## What you will do
Could you repeat the records shown below exactly as written?

Stored data entries:
........

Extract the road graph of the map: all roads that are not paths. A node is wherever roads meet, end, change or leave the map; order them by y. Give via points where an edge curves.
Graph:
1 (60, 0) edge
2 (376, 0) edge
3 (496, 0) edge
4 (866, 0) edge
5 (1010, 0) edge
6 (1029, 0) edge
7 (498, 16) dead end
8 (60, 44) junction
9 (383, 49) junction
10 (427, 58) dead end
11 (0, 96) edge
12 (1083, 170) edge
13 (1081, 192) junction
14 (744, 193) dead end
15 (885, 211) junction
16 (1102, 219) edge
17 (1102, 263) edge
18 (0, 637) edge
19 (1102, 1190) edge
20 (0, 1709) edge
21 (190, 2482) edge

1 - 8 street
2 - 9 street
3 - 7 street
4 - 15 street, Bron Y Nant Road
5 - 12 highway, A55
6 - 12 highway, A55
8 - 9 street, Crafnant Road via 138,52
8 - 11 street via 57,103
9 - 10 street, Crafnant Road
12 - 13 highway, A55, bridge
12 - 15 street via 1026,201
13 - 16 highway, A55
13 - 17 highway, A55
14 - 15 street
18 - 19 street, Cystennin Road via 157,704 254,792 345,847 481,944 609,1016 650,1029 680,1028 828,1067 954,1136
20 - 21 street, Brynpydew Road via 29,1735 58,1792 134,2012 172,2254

........

## Answer box
Extract the road graph of the map: all roads that are not paths. A node is wherever roads meet, end, change or leave the map; order them by y. Give via points where an edge curves.
Graph:
1 (60, 0) edge
2 (376, 0) edge
3 (496, 0) edge
4 (866, 0) edge
5 (1010, 0) edge
6 (1029, 0) edge
7 (498, 16) dead end
8 (60, 44) junction
9 (383, 49) junction
10 (427, 58) dead end
11 (0, 96) edge
12 (1083, 170) edge
13 (1081, 192) junction
14 (744, 193) dead end
15 (885, 211) junction
16 (1102, 219) edge
17 (1102, 263) edge
18 (0, 637) edge
19 (1102, 1190) edge
20 (0, 1709) edge
21 (190, 2482) edge

1 - 8 street
2 - 9 street
3 - 7 street
4 - 15 street, Bron Y Nant Road
5 - 12 highway, A55
6 - 12 highway, A55
8 - 9 street, Crafnant Road via 138,52
8 - 11 street via 57,103
9 - 10 street, Crafnant Road
12 - 13 highway, A55, bridge
12 - 15 street via 1026,201
13 - 16 highway, A55
13 - 17 highway, A55
14 - 15 street
18 - 19 street, Cystennin Road via 157,704 254,792 345,847 481,944 609,1016 650,1029 680,1028 828,1067 954,1136
20 - 21 street, Brynpydew Road via 29,1735 58,1792 134,2012 172,2254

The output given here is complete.